Procedure: Information Technology account management and access
To establish the framework and procedures by which University Information Technology (IT) accounts are managed and secured, and set guidelines for the use of privileged accounts.
Definitions of terms used in this document are provided in the overarching Policy (Information Technology Security Policy).
- In alignment with the University's strategic plans, the University will provide access to information infrastructure and services to all members of the University community, enabling the continued excellence and performance in education, teaching and learning, and research.
- The University provides access to:
- all authorised users within the University community
- all network connecting devices authorised for connection, and that have been allocated an IP address within the University's IP Address range.
- Suspected or known security incidents must be reported to University Cyber and Digital Security and remediation is coordinated from that office.
- The University is responsible for:
- providing and maintaining authorised users with access
- suspending an authorised user's network access for breaches of policy, resulting from penalties or disciplinary action imposed under the Information Infrastructure and Services Rules 2015
- instructing any authorised users identified responsible for network connecting devices which have been blocked from network access and the obligations they must undertake before network access is restored
- authorising and providing non-ANU Entities with network access and determining the form of the network access
- ensuring all network access adheres to the obligations of the University's Access Agreement
- University responsibilities under this procedure are vested in Information Technology Services.
- System owners are responsible for:
- Security architecture and identity and access architecture within the systems that they manage
- providing appropriate network access to business areas under the control of the respective Budget Unit
- provision and ongoing management of user accounts for visitors
- ensuring authorised users acknowledge and abide by all relevant ANU policies and related documents
- conducting semi-annual reviews of privileged access and elevated access to ensure that access is still required for the users to perform their role. The Manager, Cyber and Digital Security will initiate semi-annual review process and report outcomes to the Director, ITS.
- ensuring users are provided with adequate training and support on the use of information infrastructure and the security of information assets
- identifying and managing disaster recovery and business continuity requirements within their area
- ensure that risk management, including risk assessment and mitigation, and change management processes, are undertaken with respect to the information technology within their area.
- Authorised Users are responsible for:
- respecting the rights of other users and the integrity of the network, systems and physical infrastructure
- observing and complying with all relevant policies, laws, regulations, and contractual obligations
- not connecting unauthorised network devices to the University’s network
- complying with security and password requirements set out in the Password Procedure
- maintaining an appropriate level of awareness and compliance with University policies, procedures, Rules and Standards governing IT and information assets, and completing any user training required by the system owners.

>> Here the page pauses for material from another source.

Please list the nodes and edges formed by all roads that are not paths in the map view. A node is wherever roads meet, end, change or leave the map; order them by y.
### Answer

Privileged Access and Elevated Access Accounts
- Privileged Access users are users of a system/s with one or more of the following, and may include systems and database administrators:
- the ability to change key system configurations
- the ability to change control parameters
- access to audit and security monitoring information
- the ability to circumvent security measures
- access to data, files, and accounts used by other users, including backups and media
- special access for troubleshooting a system.

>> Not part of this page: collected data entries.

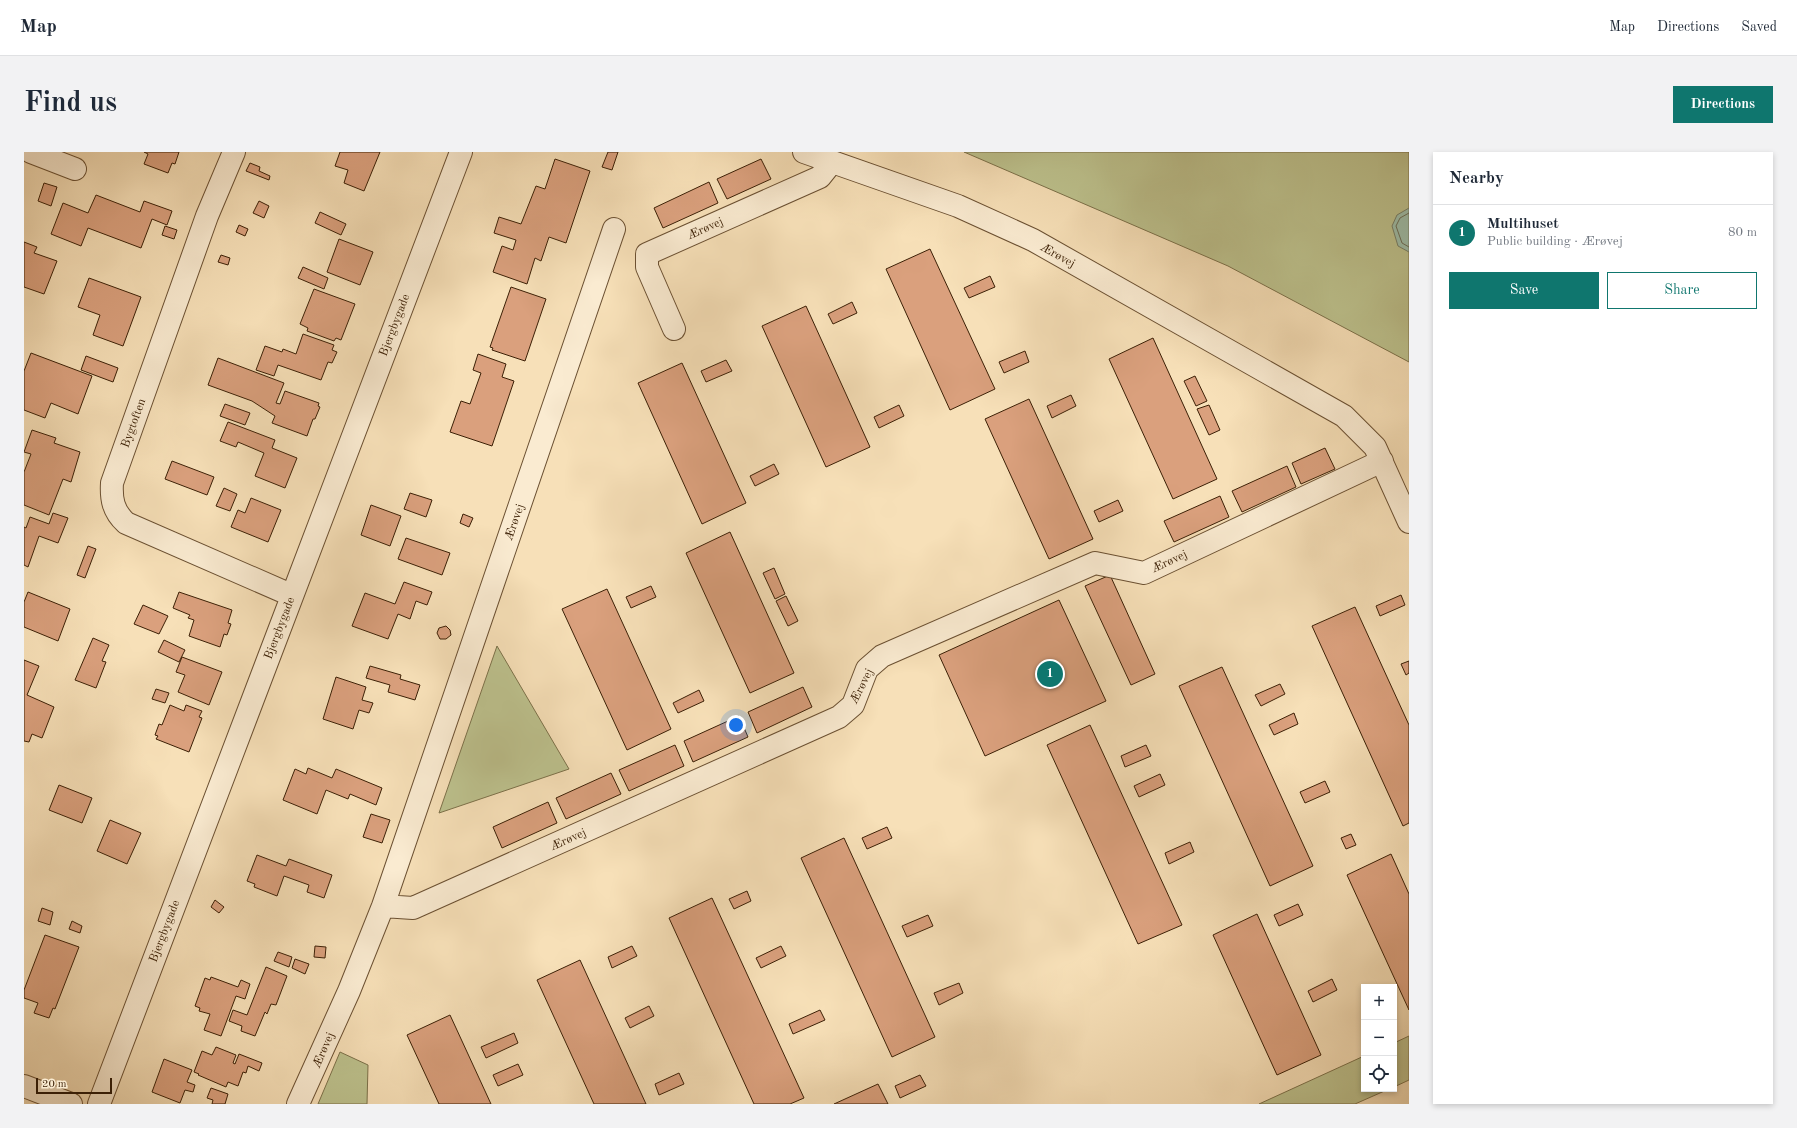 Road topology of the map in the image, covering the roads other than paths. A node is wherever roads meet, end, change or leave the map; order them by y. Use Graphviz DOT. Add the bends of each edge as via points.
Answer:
graph roads {
  1 [pos="31,152"];
  2 [pos="234,152"];
  3 [pos="461,152"];
  4 [pos="804,152"];
  5 [pos="832,162"];
  6 [pos="75,169"];
  7 [pos="614,229"];
  8 [pos="674,329"];
  9 [pos="1382,461"];
  10 [pos="1409,522"];
  11 [pos="291,595"];
  12 [pos="383,906"];
  13 [pos="24,1086"];
  14 [pos="72,1104"];
  15 [pos="98,1104"];
  16 [pos="298,1104"];
  1 -- 6 [label="street"];
  2 -- 11 [label="street, Bygtoften" via="207,216 112,483 111,496 114,508 126,523"];
  3 -- 11 [label="street, Bjergbygade"];
  4 -- 5 [label="street, Ærøvej"];
  5 -- 8 [label="street, Ærøvej" via="820,177 647,254 647,267"];
  5 -- 9 [label="street, Ærøvej" via="958,206 1032,240 1344,416 1375,447"];
  7 -- 12 [label="street, Ærøvej"];
  9 -- 10 [label="street, Ærøvej"];
  9 -- 12 [label="street, Ærøvej" via="1144,573 1096,563 882,656 867,669 853,705 839,717 413,908"];
  11 -- 15 [label="street, Bjergbygade"];
  12 -- 16 [label="street, Ærøvej" via="349,991"];
  13 -- 14 [label="street"];
}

- Elevated Access users are users within a business system or application who have additional access via roles or functionality, who do not have Privileged Access. Elevated Access users may include supervisors or reviewers.

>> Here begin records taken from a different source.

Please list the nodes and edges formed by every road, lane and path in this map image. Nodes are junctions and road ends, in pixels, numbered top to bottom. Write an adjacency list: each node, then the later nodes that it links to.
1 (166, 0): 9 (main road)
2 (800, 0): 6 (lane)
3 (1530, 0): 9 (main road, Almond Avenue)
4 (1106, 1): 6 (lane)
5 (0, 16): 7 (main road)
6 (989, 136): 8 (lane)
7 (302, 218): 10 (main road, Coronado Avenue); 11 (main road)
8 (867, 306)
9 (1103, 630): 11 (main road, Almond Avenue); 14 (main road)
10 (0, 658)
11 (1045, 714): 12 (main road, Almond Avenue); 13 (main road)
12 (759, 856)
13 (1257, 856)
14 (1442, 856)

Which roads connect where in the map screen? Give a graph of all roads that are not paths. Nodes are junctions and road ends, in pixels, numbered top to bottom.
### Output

- Access to the University's computing resources, facilities and data is generally available to managers and administrative staff throughout the University. Least privilege access is provided initially to users by default; elevated access or privileged access is granted on the submission of an application form with delegate approval.
- A list of privileged account users is maintained by each system owner.
- Use of privileged accounts
- Staff requiring access to a system must have a genuine business requirement, verified by their manager, to access the system.
- Staff must only be given the privileges required to undertake their duties. Providing staff with privileged access when there is no requirement can pose a significant risk to the integrity of the system.
- Privileged accounts can potentially allow access to the entire system and strong authentication must be used, especially if the account provides access to financial, confidential, or otherwise sensitive information or data.
- Control of privileged accounts
- Privileged accounts must be controlled and accountable.
- Privileged accounts must be kept to a minimum and only used for essential administrative tasks.
- Supervisors of privileged accounts must ensure users are provided with adequate training and support on the use of privileged accounts and the security of information assets.
- Users of privileged accounts must ensure the security of the account and access, and that any risk is identified and reported.
- Users of privileged accounts must apply change management processes.
- Users of privileged accounts are responsible for maintaining an appropriate level of awareness and compliance with University policies, procedures, Statutes, Rules, and Standards governing access, information infrastructure, and elevated password requirements.
Deactivation and Expiration of Access
- The University is responsible for establishing and managing life cycles of user accounts for authorised users.
- Deactivation and/or expiration of access will occur when:
- a student or staff member leaves the University
- an auxiliary account is no longer associated with the University
- a user is found to have breached the ANU information technology policies and Rules governing appropriate usage of University information technology resources
- an account is no longer required/has reached its expiration date as advised on the University Email Account/Auxiliary Account Request Form.